ABOUT THIS TASK = Using the word "main" as the filter, copy each matching line from the records.

START RECORDS FOR THE TASK

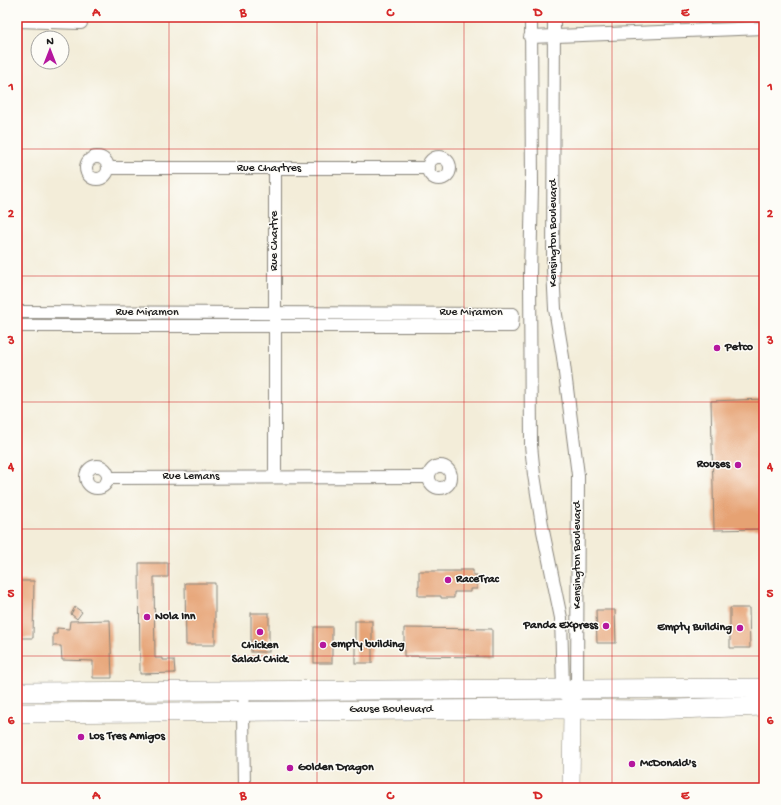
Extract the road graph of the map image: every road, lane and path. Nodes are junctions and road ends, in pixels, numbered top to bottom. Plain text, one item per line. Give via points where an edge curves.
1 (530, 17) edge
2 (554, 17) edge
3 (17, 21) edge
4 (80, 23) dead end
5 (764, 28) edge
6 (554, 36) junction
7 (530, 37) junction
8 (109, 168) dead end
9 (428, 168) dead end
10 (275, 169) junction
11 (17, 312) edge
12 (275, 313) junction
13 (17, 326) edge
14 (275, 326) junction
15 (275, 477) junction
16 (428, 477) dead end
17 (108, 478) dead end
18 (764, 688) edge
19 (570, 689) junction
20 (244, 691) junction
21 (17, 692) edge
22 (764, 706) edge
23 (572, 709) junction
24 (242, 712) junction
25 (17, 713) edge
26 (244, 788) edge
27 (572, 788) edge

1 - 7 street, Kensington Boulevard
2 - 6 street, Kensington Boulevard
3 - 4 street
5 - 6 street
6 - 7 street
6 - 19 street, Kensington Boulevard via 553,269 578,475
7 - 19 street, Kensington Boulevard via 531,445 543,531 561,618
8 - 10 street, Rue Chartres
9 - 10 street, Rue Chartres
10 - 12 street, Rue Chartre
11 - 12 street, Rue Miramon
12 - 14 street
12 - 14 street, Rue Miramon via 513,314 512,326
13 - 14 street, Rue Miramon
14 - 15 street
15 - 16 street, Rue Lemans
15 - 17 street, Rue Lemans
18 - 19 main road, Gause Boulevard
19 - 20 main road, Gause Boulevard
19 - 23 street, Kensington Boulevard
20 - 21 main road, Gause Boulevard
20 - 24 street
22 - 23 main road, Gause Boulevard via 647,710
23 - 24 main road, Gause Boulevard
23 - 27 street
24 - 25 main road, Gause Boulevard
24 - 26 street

END RECORDS FOR THE TASK

WRITTEN SOLUTION =
18 - 19 main road, Gause Boulevard
19 - 20 main road, Gause Boulevard
20 - 21 main road, Gause Boulevard
22 - 23 main road, Gause Boulevard via 647,710
23 - 24 main road, Gause Boulevard
24 - 25 main road, Gause Boulevard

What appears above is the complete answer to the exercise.